Although eating the explosive candy Pop Rocks while drinking a soda isn’t considered a healthy way to snack, it isn’t fatal, despite what a persistent urban legend would have us believe.

In 1975, to the delight of bored kids around the country, General Foods unveiled Pop Rocks also known as Space Dust. These tiny pebbles of fruit-flavored candy release a bit of carbonation when held on the tongue, causing an “exploding” sensation.

Although the candy was invented in 1956, thus allowing ample time for testing, its startling novelty caused the Food and Drug Administration to set up a Pop Rocks hotline to reassure parents who were concerned about product safety. Despite these efforts, it became widespread playground knowledge that consuming the candy along with a carbonated beverage would cause one’s stomach to explode. By 1979, the rumor was so pervasive that General Foods put a full-page ad in 45 major market publications, wrote more than 50,000 letters to school principals, and sent the inventor on a good-will tour to debunk the myths. When General Foods stopped marketing Pop Rocks in 1983, many took it as proof that the confection was too dangerous to sell.

Adding fuel to Pop Rocks fire was the widely rumored death of a child star who supposedly died after consuming a combination of the candy and soda. The kid, known only as Mikey, his character in a long-lived Quaker Life cereal commercial, was actor John Gilchrist. Although rumour-mongers claimed that Gilchrist mysteriously disappeared from the public eye after the commercial’s 1972 debut, he actually continued making commercials through 1988 before retiring from acting.

After General Foods stopped marketing the candy, Kraft Foods purchased the rights to it in 1983 and sold it under the name Action Candy. Today, Pop Rocks are back on the market under their original name, available for purchase online and in stores, without so much as a warning label.

Rumors about the candy have died down, likely due to the high-profile debunking it has received on TV shows and websites. However in 2001, a lawsuit revived some of the original concerns. The suit was filed on behalf of a California girl who was rushed to a hospital in considerable pain after swallowing Pop Rocks that were blended into a special Baskin-Robbins ice cream flavor. Doctors had to insert a tube into the child’s stomach to help relieve gas pressure, but the ice cream was never determined to be the cause.

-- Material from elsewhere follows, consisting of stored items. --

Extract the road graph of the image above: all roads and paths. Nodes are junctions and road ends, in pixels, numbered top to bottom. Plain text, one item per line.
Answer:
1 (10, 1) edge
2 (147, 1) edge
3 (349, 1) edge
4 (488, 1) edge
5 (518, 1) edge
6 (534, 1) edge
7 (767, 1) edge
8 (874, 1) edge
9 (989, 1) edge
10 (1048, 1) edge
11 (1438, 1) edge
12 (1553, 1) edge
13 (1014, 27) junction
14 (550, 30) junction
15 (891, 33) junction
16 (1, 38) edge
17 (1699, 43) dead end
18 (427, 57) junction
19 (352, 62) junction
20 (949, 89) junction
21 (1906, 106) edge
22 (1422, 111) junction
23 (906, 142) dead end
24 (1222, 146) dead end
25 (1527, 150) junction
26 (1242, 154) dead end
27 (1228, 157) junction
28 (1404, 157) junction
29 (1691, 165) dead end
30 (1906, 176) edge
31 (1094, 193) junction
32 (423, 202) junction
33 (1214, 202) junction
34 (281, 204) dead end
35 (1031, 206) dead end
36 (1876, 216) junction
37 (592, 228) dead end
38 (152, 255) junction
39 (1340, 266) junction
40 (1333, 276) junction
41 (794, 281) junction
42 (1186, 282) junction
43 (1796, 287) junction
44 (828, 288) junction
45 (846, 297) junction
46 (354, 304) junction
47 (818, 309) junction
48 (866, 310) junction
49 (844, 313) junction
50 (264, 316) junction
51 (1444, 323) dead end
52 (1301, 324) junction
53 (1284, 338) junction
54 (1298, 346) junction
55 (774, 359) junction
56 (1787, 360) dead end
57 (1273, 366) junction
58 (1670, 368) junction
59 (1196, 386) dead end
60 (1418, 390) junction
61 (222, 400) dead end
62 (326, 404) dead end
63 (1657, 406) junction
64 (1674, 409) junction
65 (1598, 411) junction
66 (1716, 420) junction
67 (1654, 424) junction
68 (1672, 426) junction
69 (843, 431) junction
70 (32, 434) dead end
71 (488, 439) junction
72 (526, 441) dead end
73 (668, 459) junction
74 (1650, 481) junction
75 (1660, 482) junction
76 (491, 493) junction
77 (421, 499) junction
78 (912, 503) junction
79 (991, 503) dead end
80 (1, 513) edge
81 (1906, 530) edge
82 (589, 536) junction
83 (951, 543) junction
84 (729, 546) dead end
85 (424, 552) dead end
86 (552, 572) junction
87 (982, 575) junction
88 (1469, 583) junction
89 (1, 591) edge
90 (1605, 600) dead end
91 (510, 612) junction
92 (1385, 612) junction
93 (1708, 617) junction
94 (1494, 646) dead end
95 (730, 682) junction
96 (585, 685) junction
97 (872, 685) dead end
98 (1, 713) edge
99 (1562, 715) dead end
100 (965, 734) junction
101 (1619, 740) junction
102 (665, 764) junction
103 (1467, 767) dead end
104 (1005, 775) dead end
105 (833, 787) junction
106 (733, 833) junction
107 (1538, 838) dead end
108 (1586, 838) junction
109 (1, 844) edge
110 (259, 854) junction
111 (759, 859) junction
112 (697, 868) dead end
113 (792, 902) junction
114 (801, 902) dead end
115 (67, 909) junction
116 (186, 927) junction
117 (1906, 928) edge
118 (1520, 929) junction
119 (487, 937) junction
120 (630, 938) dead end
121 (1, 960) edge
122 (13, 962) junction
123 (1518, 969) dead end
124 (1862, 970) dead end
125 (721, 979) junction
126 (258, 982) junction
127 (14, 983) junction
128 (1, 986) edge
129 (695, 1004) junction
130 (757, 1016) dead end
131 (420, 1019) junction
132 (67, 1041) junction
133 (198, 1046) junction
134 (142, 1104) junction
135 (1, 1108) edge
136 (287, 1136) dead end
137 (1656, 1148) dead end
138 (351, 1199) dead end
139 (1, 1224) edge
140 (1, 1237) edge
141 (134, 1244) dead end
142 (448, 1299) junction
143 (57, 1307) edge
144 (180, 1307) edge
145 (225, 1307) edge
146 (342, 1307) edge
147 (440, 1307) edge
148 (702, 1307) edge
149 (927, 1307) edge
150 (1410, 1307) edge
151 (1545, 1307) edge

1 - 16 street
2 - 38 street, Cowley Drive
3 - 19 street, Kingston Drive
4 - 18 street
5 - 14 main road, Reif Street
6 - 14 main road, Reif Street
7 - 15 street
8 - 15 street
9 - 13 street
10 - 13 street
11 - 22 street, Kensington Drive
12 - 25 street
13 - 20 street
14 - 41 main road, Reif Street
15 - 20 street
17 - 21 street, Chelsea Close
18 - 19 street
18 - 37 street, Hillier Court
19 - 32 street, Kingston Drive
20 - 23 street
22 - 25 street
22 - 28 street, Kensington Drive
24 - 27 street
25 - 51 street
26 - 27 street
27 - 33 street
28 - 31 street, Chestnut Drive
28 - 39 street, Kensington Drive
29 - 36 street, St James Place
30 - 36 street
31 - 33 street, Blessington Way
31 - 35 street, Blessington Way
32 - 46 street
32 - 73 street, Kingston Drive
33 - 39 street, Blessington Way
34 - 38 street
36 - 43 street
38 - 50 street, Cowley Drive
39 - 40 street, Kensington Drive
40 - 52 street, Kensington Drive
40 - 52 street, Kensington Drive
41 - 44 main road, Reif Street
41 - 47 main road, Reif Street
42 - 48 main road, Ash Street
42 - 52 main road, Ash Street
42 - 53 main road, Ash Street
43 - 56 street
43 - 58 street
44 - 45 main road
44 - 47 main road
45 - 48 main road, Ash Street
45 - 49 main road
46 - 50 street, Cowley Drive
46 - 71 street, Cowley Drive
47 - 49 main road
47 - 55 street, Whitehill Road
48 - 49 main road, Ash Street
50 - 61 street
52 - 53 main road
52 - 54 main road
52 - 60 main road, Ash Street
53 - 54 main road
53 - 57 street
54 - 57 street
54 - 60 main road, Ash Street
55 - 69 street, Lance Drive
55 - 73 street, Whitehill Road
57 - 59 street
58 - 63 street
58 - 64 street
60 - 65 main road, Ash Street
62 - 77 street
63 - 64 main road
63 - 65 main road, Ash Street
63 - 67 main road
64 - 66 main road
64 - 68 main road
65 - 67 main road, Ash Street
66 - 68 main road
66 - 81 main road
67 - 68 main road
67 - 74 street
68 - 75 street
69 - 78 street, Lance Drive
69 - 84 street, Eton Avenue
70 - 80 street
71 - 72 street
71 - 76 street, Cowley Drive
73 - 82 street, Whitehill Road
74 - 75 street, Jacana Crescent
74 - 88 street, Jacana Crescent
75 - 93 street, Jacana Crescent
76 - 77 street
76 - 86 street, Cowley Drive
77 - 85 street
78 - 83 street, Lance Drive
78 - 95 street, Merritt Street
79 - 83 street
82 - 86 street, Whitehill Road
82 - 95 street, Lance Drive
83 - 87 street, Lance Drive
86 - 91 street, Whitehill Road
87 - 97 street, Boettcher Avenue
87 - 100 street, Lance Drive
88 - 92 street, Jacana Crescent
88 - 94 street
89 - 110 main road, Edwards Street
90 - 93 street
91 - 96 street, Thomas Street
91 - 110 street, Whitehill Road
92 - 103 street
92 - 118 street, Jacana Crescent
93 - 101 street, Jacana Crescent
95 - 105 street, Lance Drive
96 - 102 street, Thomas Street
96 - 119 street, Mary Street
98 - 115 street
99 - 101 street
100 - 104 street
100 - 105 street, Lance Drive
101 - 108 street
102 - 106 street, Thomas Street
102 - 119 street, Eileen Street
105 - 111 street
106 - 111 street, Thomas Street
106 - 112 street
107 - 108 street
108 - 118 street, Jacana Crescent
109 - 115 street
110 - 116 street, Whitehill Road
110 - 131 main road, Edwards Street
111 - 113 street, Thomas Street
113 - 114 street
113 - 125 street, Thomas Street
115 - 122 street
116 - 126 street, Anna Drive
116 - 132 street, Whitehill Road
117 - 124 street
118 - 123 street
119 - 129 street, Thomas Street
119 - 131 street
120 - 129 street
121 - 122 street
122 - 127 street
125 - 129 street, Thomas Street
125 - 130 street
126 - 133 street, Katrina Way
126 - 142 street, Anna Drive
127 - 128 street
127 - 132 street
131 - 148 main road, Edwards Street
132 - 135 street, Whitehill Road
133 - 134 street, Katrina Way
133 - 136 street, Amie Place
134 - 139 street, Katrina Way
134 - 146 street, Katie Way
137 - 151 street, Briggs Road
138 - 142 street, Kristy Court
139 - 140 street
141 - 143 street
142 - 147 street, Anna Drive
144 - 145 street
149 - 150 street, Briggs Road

Despite that incident, Pop Rocks have enjoyed a revival, finding their way to the table as a mix- in for applesauce or yogurt and even as a garnish at retro-hip eateries. General Foods still holds the patent for the “process of preparing gasified candy in which flavored sugar syrup, such as is used to make hard candy, is mixed with CO2. The gas forms bubbles, each with an internal pressure of 600 pounds per square inch (PSI). As the candy melts on your tongue, the bubbles pop, releasing that pressure.”

Although the thought of pressurized candy exploding into shards of crystallized sugar in your mouth or stomach sounds dangerous, it isn’t. The amount of gas in a package of Pop Rocks is only 1/10 as much as there is in about an ounce of carbonated soda. Even if you combine PopRocks with a carbonated beverage, the pressure is not enough to make your stomach explode.

A similar, but more explosive combination of soda and breath mints has prompted people to create homemade “geysers” by mixing Mentos and Diet Coke. In 2008, students in Leuven, Belgium, dropped Mentos into 2-liter bottles of Diet Coke creating 1,360 simultaneous fountains and setting a world record.